▶ _Requirement_: Set down the records exactly, and omit any image found in them.

----------

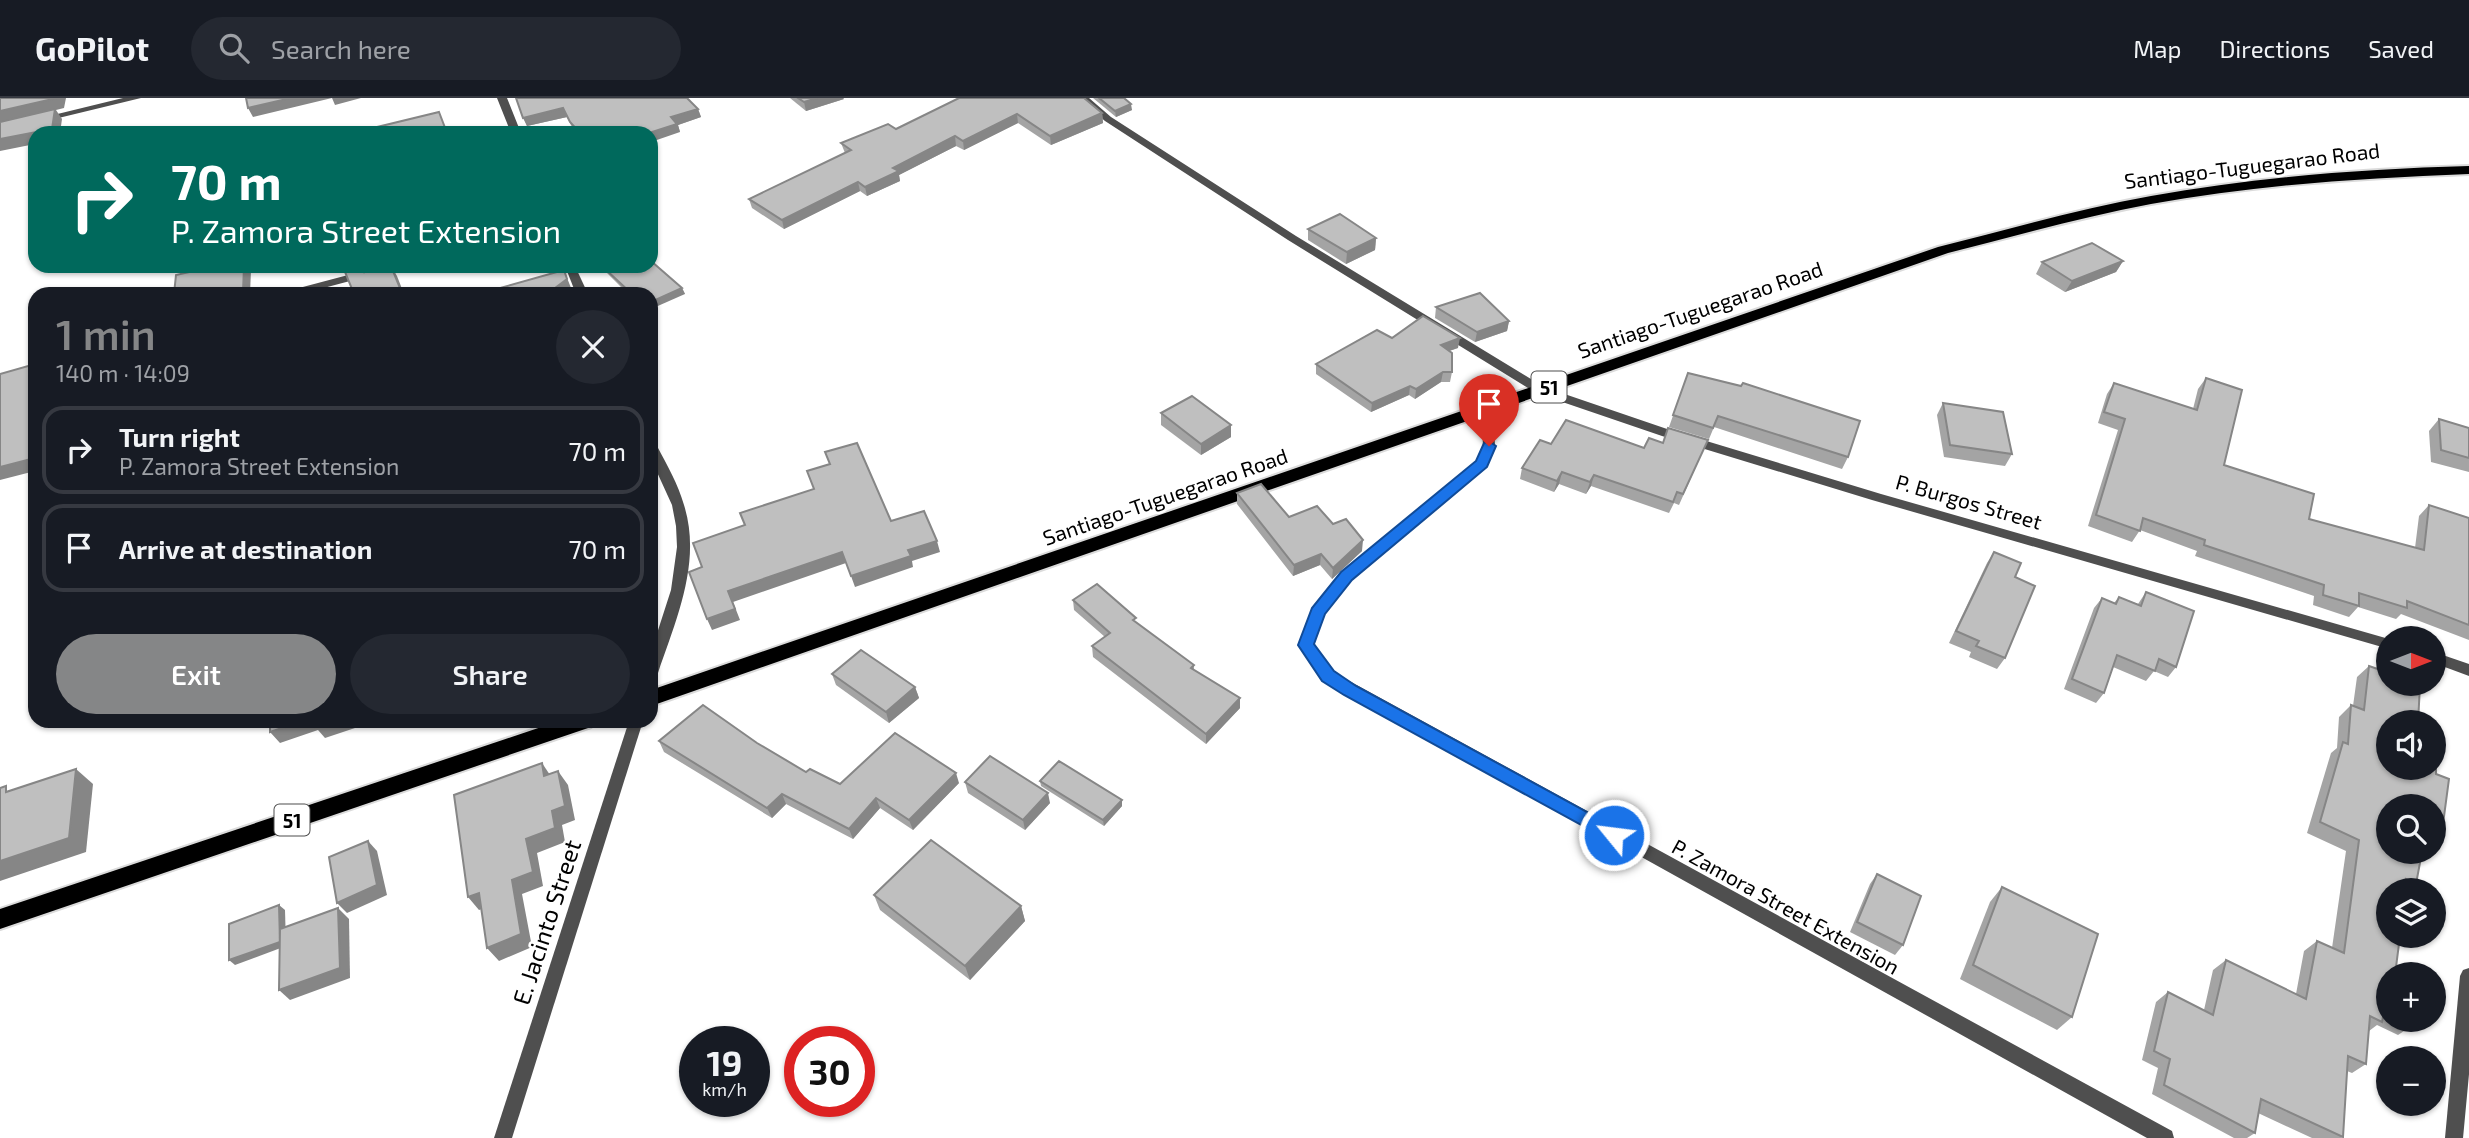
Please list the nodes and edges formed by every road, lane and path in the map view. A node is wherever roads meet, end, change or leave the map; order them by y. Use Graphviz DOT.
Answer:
graph roads {
  1 [pos="136,98"];
  2 [pos="502,98"];
  3 [pos="1083,98"];
  4 [pos="27,122"];
  5 [pos="513,126"];
  6 [pos="2469,170"];
  7 [pos="368,273"];
  8 [pos="315,287"];
  9 [pos="1540,390"];
  10 [pos="1487,409"];
  11 [pos="658,461"];
  12 [pos="2376,640"];
  13 [pos="658,650"];
  14 [pos="2446,661"];
  15 [pos="2469,670"];
  16 [pos="658,696"];
  17 [pos="563,728"];
  18 [pos="634,728"];
  19 [pos="0,919"];
  20 [pos="2469,976"];
  21 [pos="503,1138"];
  22 [pos="2165,1138"];
  23 [pos="2454,1138"];
  1 -- 4 [label="street"];
  2 -- 5 [label="street"];
  3 -- 9 [label="street, P. Burgos Street"];
  6 -- 9 [label="highway, Santiago-Tuguegarao Road / 51"];
  7 -- 8 [label="street"];
  9 -- 10 [label="highway, Santiago-Tuguegarao Road / 51"];
  9 -- 12 [label="street, P. Burgos Street"];
  10 -- 16 [label="highway, Santiago-Tuguegarao Road / 51"];
  10 -- 22 [label="street, P. Zamora Street Extension"];
  11 -- 13 [label="street"];
  14 -- 15 [label="street"];
  17 -- 19 [label="highway, 51"];
  18 -- 21 [label="street, E. Jacinto Street"];
  20 -- 23 [label="street"];
}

----------

▶ _Written solution_:
Please list the nodes and edges formed by every road, lane and path in the map view. A node is wherever roads meet, end, change or leave the map; order them by y. Use Graphviz DOT.
Answer:
graph roads {
  1 [pos="136,98"];
  2 [pos="502,98"];
  3 [pos="1083,98"];
  4 [pos="27,122"];
  5 [pos="513,126"];
  6 [pos="2469,170"];
  7 [pos="368,273"];
  8 [pos="315,287"];
  9 [pos="1540,390"];
  10 [pos="1487,409"];
  11 [pos="658,461"];
  12 [pos="2376,640"];
  13 [pos="658,650"];
  14 [pos="2446,661"];
  15 [pos="2469,670"];
  16 [pos="658,696"];
  17 [pos="563,728"];
  18 [pos="634,728"];
  19 [pos="0,919"];
  20 [pos="2469,976"];
  21 [pos="503,1138"];
  22 [pos="2165,1138"];
  23 [pos="2454,1138"];
  1 -- 4 [label="street"];
  2 -- 5 [label="street"];
  3 -- 9 [label="street, P. Burgos Street"];
  6 -- 9 [label="highway, Santiago-Tuguegarao Road / 51"];
  7 -- 8 [label="street"];
  9 -- 10 [label="highway, Santiago-Tuguegarao Road / 51"];
  9 -- 12 [label="street, P. Burgos Street"];
  10 -- 16 [label="highway, Santiago-Tuguegarao Road / 51"];
  10 -- 22 [label="street, P. Zamora Street Extension"];
  11 -- 13 [label="street"];
  14 -- 15 [label="street"];
  17 -- 19 [label="highway, 51"];
  18 -- 21 [label="street, E. Jacinto Street"];
  20 -- 23 [label="street"];
}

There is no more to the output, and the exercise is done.